**Task statement:** Restate all of the records below exactly. Do not carry over any image.

**Entries provided:**
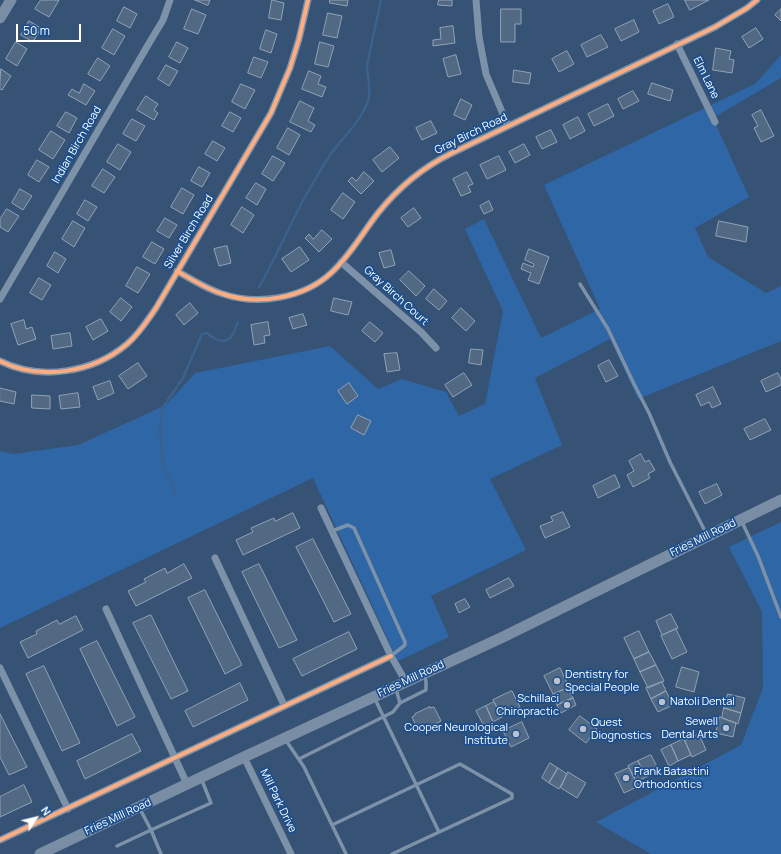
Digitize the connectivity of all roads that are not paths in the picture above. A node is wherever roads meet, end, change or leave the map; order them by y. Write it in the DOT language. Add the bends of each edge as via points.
graph roads {
  1 [pos="11,0"];
  2 [pos="170,0"];
  3 [pos="308,0"];
  4 [pos="476,0"];
  5 [pos="757,0"];
  6 [pos="0,18"];
  7 [pos="677,44"];
  8 [pos="715,122"];
  9 [pos="508,126"];
  10 [pos="341,262"];
  11 [pos="177,271"];
  12 [pos="580,284"];
  13 [pos="0,299"];
  14 [pos="436,348"];
  15 [pos="0,361"];
  16 [pos="781,500"];
  17 [pos="321,508"];
  18 [pos="741,520"];
  19 [pos="332,532"];
  20 [pos="707,536"];
  21 [pos="215,558"];
  22 [pos="106,609"];
  23 [pos="781,617"];
  24 [pos="391,656"];
  25 [pos="0,668"];
  26 [pos="424,673"];
  27 [pos="406,682"];
  28 [pos="394,687"];
  29 [pos="374,696"];
  30 [pos="400,703"];
  31 [pos="284,706"];
  32 [pos="384,717"];
  33 [pos="284,738"];
  34 [pos="176,757"];
  35 [pos="244,757"];
  36 [pos="299,759"];
  37 [pos="201,778"];
  38 [pos="187,784"];
  39 [pos="416,785"];
  40 [pos="140,807"];
  41 [pos="68,809"];
  42 [pos="332,825"];
  43 [pos="151,830"];
  44 [pos="439,832"];
  45 [pos="0,840"];
  46 [pos="117,846"];
  47 [pos="40,854"];
  48 [pos="161,854"];
  49 [pos="291,854"];
  50 [pos="346,854"];
  51 [pos="392,854"];
  1 -- 6 [label="main road"];
  2 -- 13 [label="street, Indian Birch Road" via="163,20"];
  3 -- 11 [label="street, Silver Birch Road" via="290,68 271,112"];
  4 -- 9 [label="street" via="486,74"];
  5 -- 7 [label="street, Gray Birch Road" via="726,21"];
  7 -- 8 [label="street, Elm Lane"];
  7 -- 9 [label="street, Gray Birch Road"];
  9 -- 10 [label="street, Gray Birch Road" via="441,158 416,175 385,204"];
  10 -- 11 [label="street, Gray Birch Road" via="325,277 304,290 256,300 224,294 201,285"];
  10 -- 14 [label="street, Gray Birch Court"];
  11 -- 15 [label="street, Silver Birch Road" via="142,328 110,356 62,372 31,371"];
  12 -- 20 [label="lane" via="608,329"];
  16 -- 18 [label="main road, Fries Mill Road"];
  17 -- 19 [label="street"];
  18 -- 20 [label="main road, Fries Mill Road"];
  18 -- 23 [label="lane"];
  19 -- 24 [label="street"];
  19 -- 24 [label="lane" via="348,525 354,528 405,642 405,645"];
  20 -- 26 [label="main road, Fries Mill Road" via="503,637"];
  21 -- 31 [label="street"];
  22 -- 34 [label="street"];
  24 -- 27 [label="street"];
  24 -- 31 [label="street"];
  25 -- 41 [label="street"];
  26 -- 27 [label="main road, Fries Mill Road"];
  26 -- 30 [label="lane" via="426,690"];
  27 -- 28 [label="main road, Fries Mill Road"];
  28 -- 29 [label="main road, Fries Mill Road"];
  28 -- 30 [label="lane"];
  29 -- 32 [label="lane"];
  29 -- 33 [label="main road, Fries Mill Road"];
  30 -- 32 [label="lane"];
  31 -- 34 [label="street"];
  32 -- 36 [label="lane"];
  32 -- 39 [label="lane"];
  33 -- 35 [label="main road, Fries Mill Road"];
  33 -- 36 [label="lane"];
  34 -- 38 [label="street"];
  34 -- 41 [label="street"];
  35 -- 37 [label="main road, Fries Mill Road"];
  35 -- 49 [label="street, Mill Park Drive"];
  36 -- 42 [label="lane"];
  37 -- 38 [label="main road, Fries Mill Road"];
  37 -- 43 [label="lane" via="211,803"];
  38 -- 40 [label="main road, Fries Mill Road"];
  39 -- 42 [label="lane"];
  39 -- 44 [label="lane"];
  39 -- 44 [label="lane" via="460,764 512,794 512,798"];
  40 -- 43 [label="lane"];
  40 -- 47 [label="main road, Fries Mill Road"];
  41 -- 45 [label="street"];
  42 -- 50 [label="lane"];
  43 -- 46 [label="lane"];
  43 -- 48 [label="lane"];
  44 -- 51 [label="lane"];
}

**Answer to this task:**
Digitize the connectivity of all roads that are not paths in the picture above. A node is wherever roads meet, end, change or leave the map; order them by y. Write it in the DOT language. Add the bends of each edge as via points.
graph roads {
  1 [pos="11,0"];
  2 [pos="170,0"];
  3 [pos="308,0"];
  4 [pos="476,0"];
  5 [pos="757,0"];
  6 [pos="0,18"];
  7 [pos="677,44"];
  8 [pos="715,122"];
  9 [pos="508,126"];
  10 [pos="341,262"];
  11 [pos="177,271"];
  12 [pos="580,284"];
  13 [pos="0,299"];
  14 [pos="436,348"];
  15 [pos="0,361"];
  16 [pos="781,500"];
  17 [pos="321,508"];
  18 [pos="741,520"];
  19 [pos="332,532"];
  20 [pos="707,536"];
  21 [pos="215,558"];
  22 [pos="106,609"];
  23 [pos="781,617"];
  24 [pos="391,656"];
  25 [pos="0,668"];
  26 [pos="424,673"];
  27 [pos="406,682"];
  28 [pos="394,687"];
  29 [pos="374,696"];
  30 [pos="400,703"];
  31 [pos="284,706"];
  32 [pos="384,717"];
  33 [pos="284,738"];
  34 [pos="176,757"];
  35 [pos="244,757"];
  36 [pos="299,759"];
  37 [pos="201,778"];
  38 [pos="187,784"];
  39 [pos="416,785"];
  40 [pos="140,807"];
  41 [pos="68,809"];
  42 [pos="332,825"];
  43 [pos="151,830"];
  44 [pos="439,832"];
  45 [pos="0,840"];
  46 [pos="117,846"];
  47 [pos="40,854"];
  48 [pos="161,854"];
  49 [pos="291,854"];
  50 [pos="346,854"];
  51 [pos="392,854"];
  1 -- 6 [label="main road"];
  2 -- 13 [label="street, Indian Birch Road" via="163,20"];
  3 -- 11 [label="street, Silver Birch Road" via="290,68 271,112"];
  4 -- 9 [label="street" via="486,74"];
  5 -- 7 [label="street, Gray Birch Road" via="726,21"];
  7 -- 8 [label="street, Elm Lane"];
  7 -- 9 [label="street, Gray Birch Road"];
  9 -- 10 [label="street, Gray Birch Road" via="441,158 416,175 385,204"];
  10 -- 11 [label="street, Gray Birch Road" via="325,277 304,290 256,300 224,294 201,285"];
  10 -- 14 [label="street, Gray Birch Court"];
  11 -- 15 [label="street, Silver Birch Road" via="142,328 110,356 62,372 31,371"];
  12 -- 20 [label="lane" via="608,329"];
  16 -- 18 [label="main road, Fries Mill Road"];
  17 -- 19 [label="street"];
  18 -- 20 [label="main road, Fries Mill Road"];
  18 -- 23 [label="lane"];
  19 -- 24 [label="street"];
  19 -- 24 [label="lane" via="348,525 354,528 405,642 405,645"];
  20 -- 26 [label="main road, Fries Mill Road" via="503,637"];
  21 -- 31 [label="street"];
  22 -- 34 [label="street"];
  24 -- 27 [label="street"];
  24 -- 31 [label="street"];
  25 -- 41 [label="street"];
  26 -- 27 [label="main road, Fries Mill Road"];
  26 -- 30 [label="lane" via="426,690"];
  27 -- 28 [label="main road, Fries Mill Road"];
  28 -- 29 [label="main road, Fries Mill Road"];
  28 -- 30 [label="lane"];
  29 -- 32 [label="lane"];
  29 -- 33 [label="main road, Fries Mill Road"];
  30 -- 32 [label="lane"];
  31 -- 34 [label="street"];
  32 -- 36 [label="lane"];
  32 -- 39 [label="lane"];
  33 -- 35 [label="main road, Fries Mill Road"];
  33 -- 36 [label="lane"];
  34 -- 38 [label="street"];
  34 -- 41 [label="street"];
  35 -- 37 [label="main road, Fries Mill Road"];
  35 -- 49 [label="street, Mill Park Drive"];
  36 -- 42 [label="lane"];
  37 -- 38 [label="main road, Fries Mill Road"];
  37 -- 43 [label="lane" via="211,803"];
  38 -- 40 [label="main road, Fries Mill Road"];
  39 -- 42 [label="lane"];
  39 -- 44 [label="lane"];
  39 -- 44 [label="lane" via="460,764 512,794 512,798"];
  40 -- 43 [label="lane"];
  40 -- 47 [label="main road, Fries Mill Road"];
  41 -- 45 [label="street"];
  42 -- 50 [label="lane"];
  43 -- 46 [label="lane"];
  43 -- 48 [label="lane"];
  44 -- 51 [label="lane"];
}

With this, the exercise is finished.